Data for the task
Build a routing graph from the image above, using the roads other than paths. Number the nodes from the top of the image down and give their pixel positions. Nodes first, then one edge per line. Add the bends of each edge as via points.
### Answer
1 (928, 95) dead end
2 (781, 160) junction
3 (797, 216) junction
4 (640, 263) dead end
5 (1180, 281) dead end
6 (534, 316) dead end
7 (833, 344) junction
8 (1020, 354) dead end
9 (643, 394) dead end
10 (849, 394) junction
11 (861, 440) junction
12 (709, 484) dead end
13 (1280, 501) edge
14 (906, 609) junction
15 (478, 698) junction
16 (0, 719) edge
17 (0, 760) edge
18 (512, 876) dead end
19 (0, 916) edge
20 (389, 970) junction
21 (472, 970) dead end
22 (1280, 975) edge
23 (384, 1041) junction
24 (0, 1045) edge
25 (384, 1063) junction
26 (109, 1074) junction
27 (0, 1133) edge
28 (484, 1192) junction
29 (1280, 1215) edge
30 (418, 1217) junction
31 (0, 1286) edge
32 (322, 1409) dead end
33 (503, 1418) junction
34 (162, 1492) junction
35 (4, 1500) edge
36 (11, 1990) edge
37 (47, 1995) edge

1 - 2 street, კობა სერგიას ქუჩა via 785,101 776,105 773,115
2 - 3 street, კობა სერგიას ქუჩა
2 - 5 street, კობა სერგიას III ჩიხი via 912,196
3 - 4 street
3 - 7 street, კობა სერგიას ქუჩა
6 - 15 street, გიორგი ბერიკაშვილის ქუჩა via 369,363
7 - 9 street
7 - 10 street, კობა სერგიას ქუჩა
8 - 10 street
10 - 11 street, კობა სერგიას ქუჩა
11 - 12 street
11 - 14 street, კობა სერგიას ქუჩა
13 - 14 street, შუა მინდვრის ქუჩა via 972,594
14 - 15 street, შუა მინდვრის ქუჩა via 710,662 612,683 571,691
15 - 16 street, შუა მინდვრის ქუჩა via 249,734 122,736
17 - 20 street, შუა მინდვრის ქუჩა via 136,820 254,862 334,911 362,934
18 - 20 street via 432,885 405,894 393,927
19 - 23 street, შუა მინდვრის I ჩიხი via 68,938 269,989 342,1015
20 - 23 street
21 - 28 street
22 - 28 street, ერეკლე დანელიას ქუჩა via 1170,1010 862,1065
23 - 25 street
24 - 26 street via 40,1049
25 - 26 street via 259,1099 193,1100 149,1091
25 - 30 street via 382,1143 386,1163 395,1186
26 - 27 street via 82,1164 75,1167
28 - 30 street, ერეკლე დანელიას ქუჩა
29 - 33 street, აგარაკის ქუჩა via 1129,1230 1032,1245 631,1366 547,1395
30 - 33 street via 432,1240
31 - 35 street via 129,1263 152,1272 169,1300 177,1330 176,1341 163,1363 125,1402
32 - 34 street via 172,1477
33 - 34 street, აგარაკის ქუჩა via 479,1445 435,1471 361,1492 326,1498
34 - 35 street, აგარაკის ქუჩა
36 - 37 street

Instructions for the task
Restate the data above word for word, please.

Result below
Build a routing graph from the image above, using the roads other than paths. Number the nodes from the top of the image down and give their pixel positions. Nodes first, then one edge per line. Add the bends of each edge as via points.
### Answer
1 (928, 95) dead end
2 (781, 160) junction
3 (797, 216) junction
4 (640, 263) dead end
5 (1180, 281) dead end
6 (534, 316) dead end
7 (833, 344) junction
8 (1020, 354) dead end
9 (643, 394) dead end
10 (849, 394) junction
11 (861, 440) junction
12 (709, 484) dead end
13 (1280, 501) edge
14 (906, 609) junction
15 (478, 698) junction
16 (0, 719) edge
17 (0, 760) edge
18 (512, 876) dead end
19 (0, 916) edge
20 (389, 970) junction
21 (472, 970) dead end
22 (1280, 975) edge
23 (384, 1041) junction
24 (0, 1045) edge
25 (384, 1063) junction
26 (109, 1074) junction
27 (0, 1133) edge
28 (484, 1192) junction
29 (1280, 1215) edge
30 (418, 1217) junction
31 (0, 1286) edge
32 (322, 1409) dead end
33 (503, 1418) junction
34 (162, 1492) junction
35 (4, 1500) edge
36 (11, 1990) edge
37 (47, 1995) edge

1 - 2 street, კობა სერგიას ქუჩა via 785,101 776,105 773,115
2 - 3 street, კობა სერგიას ქუჩა
2 - 5 street, კობა სერგიას III ჩიხი via 912,196
3 - 4 street
3 - 7 street, კობა სერგიას ქუჩა
6 - 15 street, გიორგი ბერიკაშვილის ქუჩა via 369,363
7 - 9 street
7 - 10 street, კობა სერგიას ქუჩა
8 - 10 street
10 - 11 street, კობა სერგიას ქუჩა
11 - 12 street
11 - 14 street, კობა სერგიას ქუჩა
13 - 14 street, შუა მინდვრის ქუჩა via 972,594
14 - 15 street, შუა მინდვრის ქუჩა via 710,662 612,683 571,691
15 - 16 street, შუა მინდვრის ქუჩა via 249,734 122,736
17 - 20 street, შუა მინდვრის ქუჩა via 136,820 254,862 334,911 362,934
18 - 20 street via 432,885 405,894 393,927
19 - 23 street, შუა მინდვრის I ჩიხი via 68,938 269,989 342,1015
20 - 23 street
21 - 28 street
22 - 28 street, ერეკლე დანელიას ქუჩა via 1170,1010 862,1065
23 - 25 street
24 - 26 street via 40,1049
25 - 26 street via 259,1099 193,1100 149,1091
25 - 30 street via 382,1143 386,1163 395,1186
26 - 27 street via 82,1164 75,1167
28 - 30 street, ერეკლე დანელიას ქუჩა
29 - 33 street, აგარაკის ქუჩა via 1129,1230 1032,1245 631,1366 547,1395
30 - 33 street via 432,1240
31 - 35 street via 129,1263 152,1272 169,1300 177,1330 176,1341 163,1363 125,1402
32 - 34 street via 172,1477
33 - 34 street, აგარაკის ქუჩა via 479,1445 435,1471 361,1492 326,1498
34 - 35 street, აგარაკის ქუჩა
36 - 37 street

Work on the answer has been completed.